EXERCISE MATERIALS

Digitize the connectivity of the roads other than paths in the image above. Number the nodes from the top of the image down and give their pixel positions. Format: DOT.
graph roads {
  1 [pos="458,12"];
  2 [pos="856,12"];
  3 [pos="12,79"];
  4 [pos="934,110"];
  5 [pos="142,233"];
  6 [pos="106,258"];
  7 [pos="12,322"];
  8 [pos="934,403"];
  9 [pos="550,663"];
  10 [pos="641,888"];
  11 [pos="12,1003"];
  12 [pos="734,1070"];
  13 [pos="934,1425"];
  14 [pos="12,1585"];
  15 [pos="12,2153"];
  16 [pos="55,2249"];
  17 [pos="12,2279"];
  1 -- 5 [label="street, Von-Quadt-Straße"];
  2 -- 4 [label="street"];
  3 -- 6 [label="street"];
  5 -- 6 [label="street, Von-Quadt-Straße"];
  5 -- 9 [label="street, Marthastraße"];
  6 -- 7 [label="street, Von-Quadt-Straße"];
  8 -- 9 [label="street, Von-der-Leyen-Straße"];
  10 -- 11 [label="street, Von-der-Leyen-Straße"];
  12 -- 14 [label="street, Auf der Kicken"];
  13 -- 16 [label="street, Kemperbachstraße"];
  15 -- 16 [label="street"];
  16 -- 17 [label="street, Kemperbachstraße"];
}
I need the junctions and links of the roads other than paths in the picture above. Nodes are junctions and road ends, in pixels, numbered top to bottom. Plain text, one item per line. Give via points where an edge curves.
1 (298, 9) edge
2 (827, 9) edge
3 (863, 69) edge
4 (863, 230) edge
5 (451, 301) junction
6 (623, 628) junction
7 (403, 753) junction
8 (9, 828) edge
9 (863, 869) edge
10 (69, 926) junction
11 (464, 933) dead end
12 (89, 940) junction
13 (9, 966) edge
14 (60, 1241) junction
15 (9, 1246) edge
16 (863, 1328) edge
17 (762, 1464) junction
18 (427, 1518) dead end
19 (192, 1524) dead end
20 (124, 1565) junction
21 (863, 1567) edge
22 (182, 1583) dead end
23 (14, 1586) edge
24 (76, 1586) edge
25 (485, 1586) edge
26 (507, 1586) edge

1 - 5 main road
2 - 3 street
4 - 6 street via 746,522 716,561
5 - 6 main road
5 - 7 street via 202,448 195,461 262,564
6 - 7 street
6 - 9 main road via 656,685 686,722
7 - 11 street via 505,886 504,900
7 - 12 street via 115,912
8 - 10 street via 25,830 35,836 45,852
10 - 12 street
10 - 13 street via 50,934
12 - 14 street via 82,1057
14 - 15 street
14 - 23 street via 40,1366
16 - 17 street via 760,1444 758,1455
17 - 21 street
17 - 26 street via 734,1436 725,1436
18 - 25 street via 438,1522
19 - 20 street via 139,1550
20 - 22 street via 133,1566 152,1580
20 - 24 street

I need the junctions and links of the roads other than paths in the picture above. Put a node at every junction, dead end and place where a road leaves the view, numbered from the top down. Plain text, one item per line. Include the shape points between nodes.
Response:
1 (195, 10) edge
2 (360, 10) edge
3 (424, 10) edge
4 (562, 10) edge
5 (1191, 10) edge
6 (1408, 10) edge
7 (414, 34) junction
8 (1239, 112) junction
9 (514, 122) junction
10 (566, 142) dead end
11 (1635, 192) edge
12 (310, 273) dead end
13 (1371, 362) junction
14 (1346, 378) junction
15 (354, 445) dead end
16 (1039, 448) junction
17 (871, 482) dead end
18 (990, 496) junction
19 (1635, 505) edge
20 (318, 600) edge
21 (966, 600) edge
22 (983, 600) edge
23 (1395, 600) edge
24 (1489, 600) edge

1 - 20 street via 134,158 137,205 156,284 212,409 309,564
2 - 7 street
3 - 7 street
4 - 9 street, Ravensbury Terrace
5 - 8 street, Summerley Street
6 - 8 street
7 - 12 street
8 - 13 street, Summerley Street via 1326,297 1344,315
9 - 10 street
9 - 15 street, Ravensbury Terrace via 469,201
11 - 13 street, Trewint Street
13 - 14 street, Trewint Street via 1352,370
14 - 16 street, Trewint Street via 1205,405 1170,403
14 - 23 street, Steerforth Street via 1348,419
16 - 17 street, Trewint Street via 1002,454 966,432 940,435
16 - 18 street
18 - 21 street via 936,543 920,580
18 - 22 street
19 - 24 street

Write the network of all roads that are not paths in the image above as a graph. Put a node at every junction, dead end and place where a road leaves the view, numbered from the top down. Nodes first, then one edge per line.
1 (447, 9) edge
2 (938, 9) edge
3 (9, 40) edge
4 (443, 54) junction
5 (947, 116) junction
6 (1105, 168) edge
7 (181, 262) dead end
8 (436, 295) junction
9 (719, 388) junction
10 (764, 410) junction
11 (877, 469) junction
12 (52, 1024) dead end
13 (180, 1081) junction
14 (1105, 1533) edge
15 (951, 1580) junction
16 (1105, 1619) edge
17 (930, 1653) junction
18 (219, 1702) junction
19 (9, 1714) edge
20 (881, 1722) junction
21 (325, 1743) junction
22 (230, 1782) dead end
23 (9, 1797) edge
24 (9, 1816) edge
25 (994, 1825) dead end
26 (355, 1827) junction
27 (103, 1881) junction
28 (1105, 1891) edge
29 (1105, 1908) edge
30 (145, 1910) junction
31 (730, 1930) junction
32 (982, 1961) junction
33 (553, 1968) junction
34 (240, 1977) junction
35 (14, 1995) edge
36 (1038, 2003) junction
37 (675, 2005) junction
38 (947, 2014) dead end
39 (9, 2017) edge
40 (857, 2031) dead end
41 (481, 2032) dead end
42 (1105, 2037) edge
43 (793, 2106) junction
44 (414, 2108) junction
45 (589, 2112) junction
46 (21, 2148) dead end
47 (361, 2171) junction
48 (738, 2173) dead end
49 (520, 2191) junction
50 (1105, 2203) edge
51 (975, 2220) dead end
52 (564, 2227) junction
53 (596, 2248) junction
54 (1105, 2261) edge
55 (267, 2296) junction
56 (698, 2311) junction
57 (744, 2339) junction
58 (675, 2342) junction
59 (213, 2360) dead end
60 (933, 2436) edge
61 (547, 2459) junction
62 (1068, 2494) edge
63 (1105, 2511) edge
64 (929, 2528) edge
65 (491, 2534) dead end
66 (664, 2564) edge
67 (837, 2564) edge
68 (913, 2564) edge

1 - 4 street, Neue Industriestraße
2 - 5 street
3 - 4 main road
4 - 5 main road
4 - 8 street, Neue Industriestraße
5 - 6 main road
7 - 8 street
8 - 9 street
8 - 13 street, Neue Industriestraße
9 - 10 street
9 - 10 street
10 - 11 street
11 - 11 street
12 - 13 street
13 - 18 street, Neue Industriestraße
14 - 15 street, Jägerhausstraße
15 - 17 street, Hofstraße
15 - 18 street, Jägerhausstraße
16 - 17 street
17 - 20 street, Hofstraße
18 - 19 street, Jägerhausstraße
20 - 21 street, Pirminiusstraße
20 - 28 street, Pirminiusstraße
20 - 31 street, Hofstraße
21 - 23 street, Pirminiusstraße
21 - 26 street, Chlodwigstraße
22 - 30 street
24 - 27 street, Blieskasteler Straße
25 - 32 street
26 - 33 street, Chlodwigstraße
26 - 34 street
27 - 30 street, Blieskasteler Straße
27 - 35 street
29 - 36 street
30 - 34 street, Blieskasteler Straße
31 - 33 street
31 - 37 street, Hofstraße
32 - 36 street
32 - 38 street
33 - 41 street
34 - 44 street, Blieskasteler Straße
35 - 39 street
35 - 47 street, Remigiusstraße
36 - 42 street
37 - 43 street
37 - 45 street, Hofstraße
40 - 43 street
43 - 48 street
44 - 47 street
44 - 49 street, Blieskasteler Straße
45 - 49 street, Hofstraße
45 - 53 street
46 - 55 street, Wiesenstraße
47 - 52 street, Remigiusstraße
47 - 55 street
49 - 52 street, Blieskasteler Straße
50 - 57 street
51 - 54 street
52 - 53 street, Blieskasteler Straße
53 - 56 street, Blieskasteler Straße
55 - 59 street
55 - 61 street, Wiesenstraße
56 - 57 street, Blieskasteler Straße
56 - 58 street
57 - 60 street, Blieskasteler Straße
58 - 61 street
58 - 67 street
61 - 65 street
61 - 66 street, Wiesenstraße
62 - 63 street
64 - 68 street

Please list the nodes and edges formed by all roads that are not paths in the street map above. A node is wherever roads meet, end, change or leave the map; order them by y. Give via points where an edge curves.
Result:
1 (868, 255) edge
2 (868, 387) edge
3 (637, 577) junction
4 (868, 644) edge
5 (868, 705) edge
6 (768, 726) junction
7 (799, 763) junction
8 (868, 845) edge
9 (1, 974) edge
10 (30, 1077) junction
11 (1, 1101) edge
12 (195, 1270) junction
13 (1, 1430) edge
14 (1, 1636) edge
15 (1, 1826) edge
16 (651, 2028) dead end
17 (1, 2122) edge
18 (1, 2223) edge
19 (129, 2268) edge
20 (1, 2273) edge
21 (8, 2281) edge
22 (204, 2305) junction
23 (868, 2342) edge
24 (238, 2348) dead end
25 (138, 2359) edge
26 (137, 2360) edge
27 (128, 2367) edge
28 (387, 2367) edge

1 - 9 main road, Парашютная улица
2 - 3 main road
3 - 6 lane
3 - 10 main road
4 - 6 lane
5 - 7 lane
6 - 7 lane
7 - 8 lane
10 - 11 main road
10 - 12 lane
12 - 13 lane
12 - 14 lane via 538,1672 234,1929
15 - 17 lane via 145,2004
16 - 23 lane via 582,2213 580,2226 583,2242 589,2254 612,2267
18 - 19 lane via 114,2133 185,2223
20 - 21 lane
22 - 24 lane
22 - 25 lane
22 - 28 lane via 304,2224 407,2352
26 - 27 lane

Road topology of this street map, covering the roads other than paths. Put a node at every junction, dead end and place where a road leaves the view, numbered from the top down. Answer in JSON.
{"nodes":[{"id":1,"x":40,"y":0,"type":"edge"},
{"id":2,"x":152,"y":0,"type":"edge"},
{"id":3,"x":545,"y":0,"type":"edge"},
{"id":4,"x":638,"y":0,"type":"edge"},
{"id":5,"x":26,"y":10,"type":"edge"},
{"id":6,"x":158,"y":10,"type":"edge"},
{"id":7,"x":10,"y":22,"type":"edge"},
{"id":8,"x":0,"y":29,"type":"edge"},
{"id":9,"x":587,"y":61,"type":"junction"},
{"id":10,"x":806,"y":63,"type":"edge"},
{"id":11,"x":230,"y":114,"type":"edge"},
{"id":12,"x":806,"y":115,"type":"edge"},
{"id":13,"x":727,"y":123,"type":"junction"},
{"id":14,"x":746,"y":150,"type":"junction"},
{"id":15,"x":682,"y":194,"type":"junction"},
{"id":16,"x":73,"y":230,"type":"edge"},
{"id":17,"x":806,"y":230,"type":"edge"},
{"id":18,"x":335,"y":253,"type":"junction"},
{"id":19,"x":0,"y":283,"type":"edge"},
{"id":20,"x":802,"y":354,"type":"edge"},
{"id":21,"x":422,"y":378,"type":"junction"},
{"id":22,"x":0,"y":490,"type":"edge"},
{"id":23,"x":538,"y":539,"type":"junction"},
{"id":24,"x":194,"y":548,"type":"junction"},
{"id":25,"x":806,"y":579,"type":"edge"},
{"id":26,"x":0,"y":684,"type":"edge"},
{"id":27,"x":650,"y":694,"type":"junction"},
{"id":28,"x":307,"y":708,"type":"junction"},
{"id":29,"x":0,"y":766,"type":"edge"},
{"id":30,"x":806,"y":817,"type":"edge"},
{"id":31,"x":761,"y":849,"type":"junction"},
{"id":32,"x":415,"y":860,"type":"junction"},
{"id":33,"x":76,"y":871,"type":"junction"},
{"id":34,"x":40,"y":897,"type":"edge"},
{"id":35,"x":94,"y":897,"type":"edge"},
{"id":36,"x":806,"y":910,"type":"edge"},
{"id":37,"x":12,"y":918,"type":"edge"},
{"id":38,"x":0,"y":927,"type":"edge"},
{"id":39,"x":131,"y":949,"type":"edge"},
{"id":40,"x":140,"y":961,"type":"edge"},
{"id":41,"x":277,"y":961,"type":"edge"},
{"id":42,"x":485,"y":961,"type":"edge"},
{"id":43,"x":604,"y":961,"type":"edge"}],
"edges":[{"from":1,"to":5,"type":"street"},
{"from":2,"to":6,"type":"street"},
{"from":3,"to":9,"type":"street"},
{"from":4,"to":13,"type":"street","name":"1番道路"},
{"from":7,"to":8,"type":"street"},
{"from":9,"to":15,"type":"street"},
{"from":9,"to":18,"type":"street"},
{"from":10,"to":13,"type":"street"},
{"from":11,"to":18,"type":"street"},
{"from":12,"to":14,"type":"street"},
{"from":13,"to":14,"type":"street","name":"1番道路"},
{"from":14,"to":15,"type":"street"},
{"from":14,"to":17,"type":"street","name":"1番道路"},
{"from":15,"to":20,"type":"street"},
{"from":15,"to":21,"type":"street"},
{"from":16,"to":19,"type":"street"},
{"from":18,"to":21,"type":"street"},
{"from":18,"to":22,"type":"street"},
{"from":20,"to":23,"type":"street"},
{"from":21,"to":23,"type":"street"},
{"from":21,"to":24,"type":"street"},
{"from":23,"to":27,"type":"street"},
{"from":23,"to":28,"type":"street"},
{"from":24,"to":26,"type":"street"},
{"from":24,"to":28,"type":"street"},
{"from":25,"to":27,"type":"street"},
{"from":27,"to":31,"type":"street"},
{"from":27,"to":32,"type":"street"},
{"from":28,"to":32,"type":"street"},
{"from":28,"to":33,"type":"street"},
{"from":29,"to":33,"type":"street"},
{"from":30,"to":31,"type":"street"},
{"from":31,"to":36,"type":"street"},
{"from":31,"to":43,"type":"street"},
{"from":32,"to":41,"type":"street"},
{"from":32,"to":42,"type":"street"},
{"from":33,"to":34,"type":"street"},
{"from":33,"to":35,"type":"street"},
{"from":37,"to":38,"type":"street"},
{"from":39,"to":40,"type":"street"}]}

EXERCISE DIRECTIONS
Show each line from the material above where the string "Ravensbury" can be found.

ANSWER TO THE EXERCISE
4 - 9 street, Ravensbury Terrace
9 - 15 street, Ravensbury Terrace via 469,201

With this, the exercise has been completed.